[Extracted data entries]
-=-=-
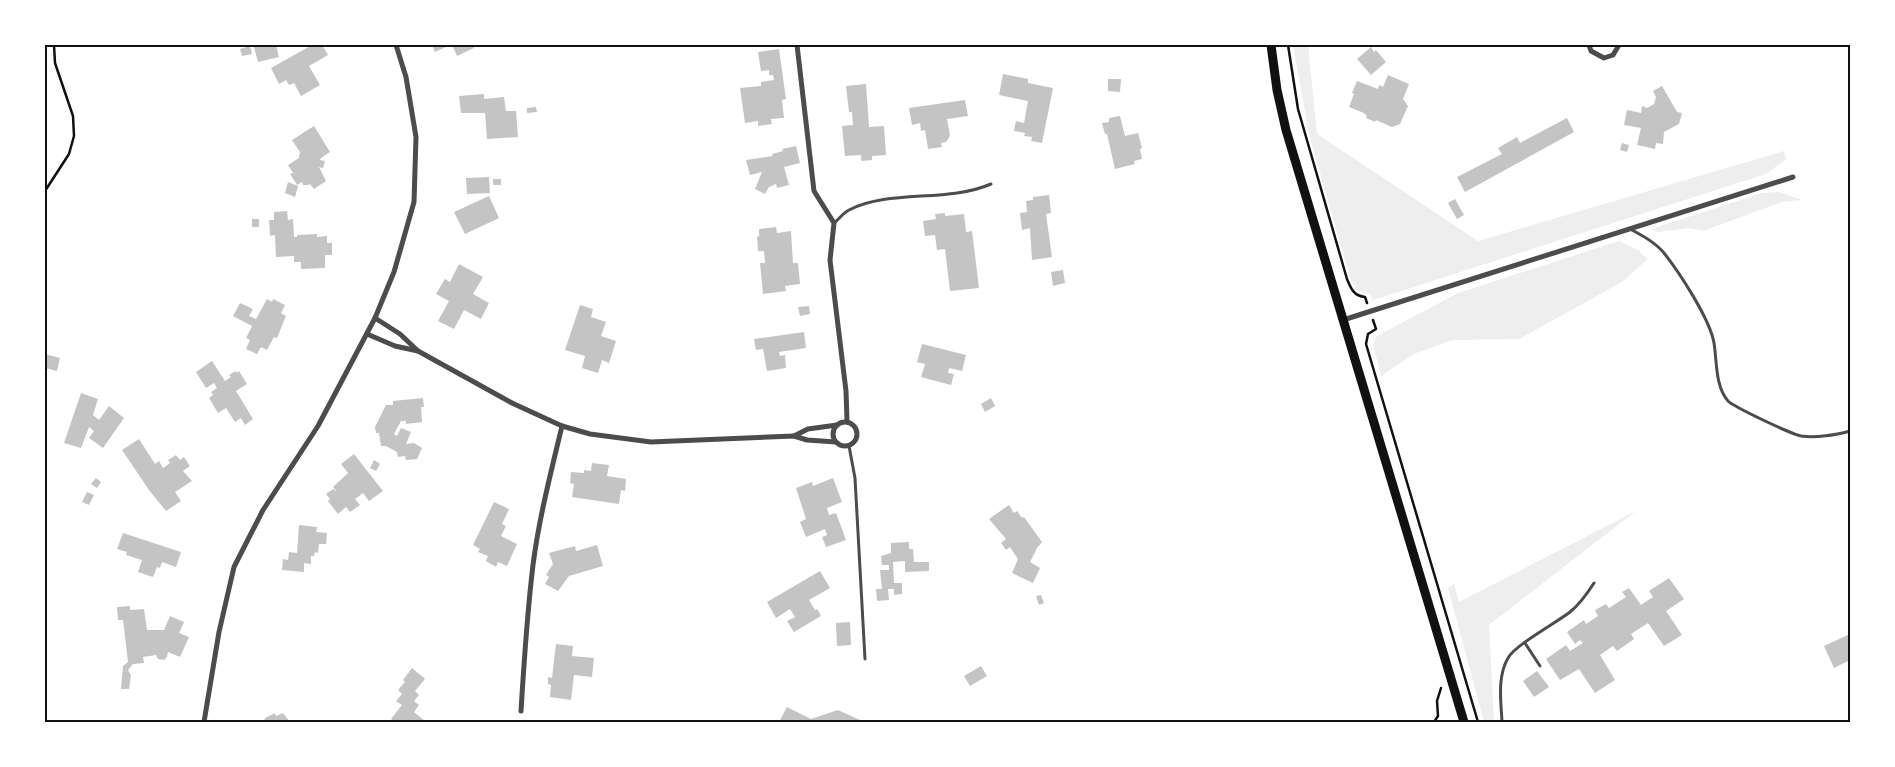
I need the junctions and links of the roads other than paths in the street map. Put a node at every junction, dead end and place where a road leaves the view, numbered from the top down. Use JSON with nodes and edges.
{"nodes":[{"id":1,"x":396,"y":45,"type":"edge"},
{"id":2,"x":797,"y":45,"type":"edge"},
{"id":3,"x":1271,"y":45,"type":"edge"},
{"id":4,"x":1589,"y":45,"type":"edge"},
{"id":5,"x":1619,"y":45,"type":"edge"},
{"id":6,"x":1793,"y":177,"type":"dead end"},
{"id":7,"x":991,"y":184,"type":"dead end"},
{"id":8,"x":834,"y":223,"type":"junction"},
{"id":9,"x":1630,"y":228,"type":"junction"},
{"id":10,"x":375,"y":318,"type":"junction"},
{"id":11,"x":1342,"y":320,"type":"junction"},
{"id":12,"x":367,"y":334,"type":"junction"},
{"id":13,"x":418,"y":351,"type":"junction"},
{"id":14,"x":847,"y":421,"type":"junction"},
{"id":15,"x":837,"y":424,"type":"junction"},
{"id":16,"x":562,"y":426,"type":"junction"},
{"id":17,"x":1850,"y":431,"type":"edge"},
{"id":18,"x":794,"y":436,"type":"junction"},
{"id":19,"x":836,"y":442,"type":"junction"},
{"id":20,"x":849,"y":446,"type":"junction"},
{"id":21,"x":1594,"y":583,"type":"dead end"},
{"id":22,"x":1525,"y":643,"type":"junction"},
{"id":23,"x":865,"y":660,"type":"dead end"},
{"id":24,"x":1540,"y":666,"type":"dead end"},
{"id":25,"x":521,"y":711,"type":"dead end"},
{"id":26,"x":204,"y":722,"type":"edge"},
{"id":27,"x":1464,"y":722,"type":"edge"},
{"id":28,"x":1502,"y":722,"type":"edge"}],
"edges":[{"from":1,"to":10,"type":"street"},
{"from":2,"to":8,"type":"street"},
{"from":3,"to":11,"type":"main road"},
{"from":4,"to":5,"type":"street"},
{"from":6,"to":9,"type":"street"},
{"from":7,"to":8,"type":"lane"},
{"from":8,"to":14,"type":"street"},
{"from":9,"to":11,"type":"street"},
{"from":9,"to":17,"type":"lane"},
{"from":10,"to":12,"type":"street"},
{"from":10,"to":13,"type":"street"},
{"from":11,"to":27,"type":"main road"},
{"from":12,"to":13,"type":"street"},
{"from":12,"to":26,"type":"street"},
{"from":13,"to":16,"type":"street"},
{"from":14,"to":15,"type":"street"},
{"from":14,"to":20,"type":"street"},
{"from":15,"to":18,"type":"street"},
{"from":15,"to":19,"type":"street"},
{"from":16,"to":18,"type":"street"},
{"from":16,"to":25,"type":"street"},
{"from":18,"to":19,"type":"street"},
{"from":19,"to":20,"type":"street"},
{"from":20,"to":23,"type":"lane"},
{"from":21,"to":22,"type":"lane"},
{"from":22,"to":24,"type":"lane"},
{"from":22,"to":28,"type":"lane"}]}
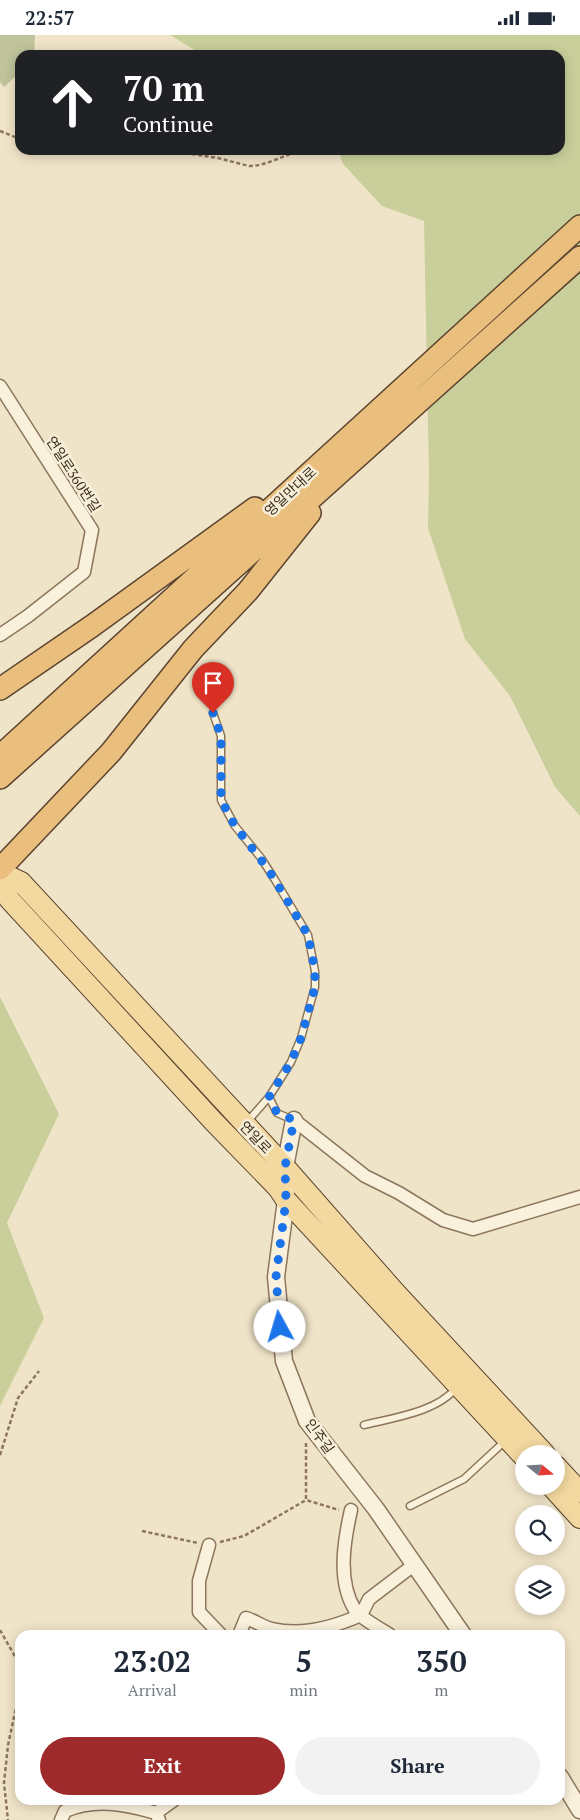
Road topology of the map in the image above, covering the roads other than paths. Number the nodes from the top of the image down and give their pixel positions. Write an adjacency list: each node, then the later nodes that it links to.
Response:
1 (580, 226): 4 (highway, 영일만대로)
2 (580, 257): 4 (highway, 영일만대로)
3 (0, 386): 5 (street, 연일로360번길)
4 (339, 460): 6 (highway); 8 (highway, 영일만대로); 9 (highway, 영일만대로); 10 (highway)
5 (0, 635)
6 (0, 689)
7 (213, 713): 13 (lane)
8 (0, 756)
9 (0, 778)
10 (0, 869)
11 (0, 872): 15 (main road, 연일로)
12 (0, 877): 18 (main road, 연일로)
13 (269, 1097): 14 (lane); 15 (lane)
14 (294, 1120): 16 (street, 인주길); 17 (street)
15 (244, 1125): 16 (main road, 연일로)
16 (285, 1167): 18 (street, 인주길); 22 (main road, 연일로)
17 (580, 1197)
18 (286, 1200): 19 (main road, 연일로); 31 (street, 인주길)
19 (458, 1385): 20 (lane); 21 (main road, 연일로)
20 (364, 1425)
21 (507, 1439): 23 (main road, 연일로); 27 (lane)
22 (537, 1445)
23 (515, 1447)
24 (565, 1476): 25 (main road)
25 (580, 1492)
26 (559, 1495): 29 (main road)
27 (410, 1506)
28 (351, 1510): 32 (street)
29 (580, 1517)
30 (209, 1545): 33 (street)
31 (415, 1564): 32 (street); 38 (street, 인주길)
32 (361, 1615): 36 (street); 37 (street)
33 (216, 1630)
34 (241, 1630): 35 (street)
35 (290, 1630)
36 (311, 1630)
37 (383, 1630)
38 (460, 1630)
39 (565, 1785): 43 (street)
40 (78, 1805): 45 (street)
41 (116, 1805): 44 (street)
42 (169, 1805): 44 (street)
43 (580, 1809)
44 (157, 1817)
45 (61, 1820)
-=-=-
Gather each line of the records holding the string "highway".

__Response to the task__:
1 (580, 226): 4 (highway, 영일만대로)
2 (580, 257): 4 (highway, 영일만대로)
4 (339, 460): 6 (highway); 8 (highway, 영일만대로); 9 (highway, 영일만대로); 10 (highway)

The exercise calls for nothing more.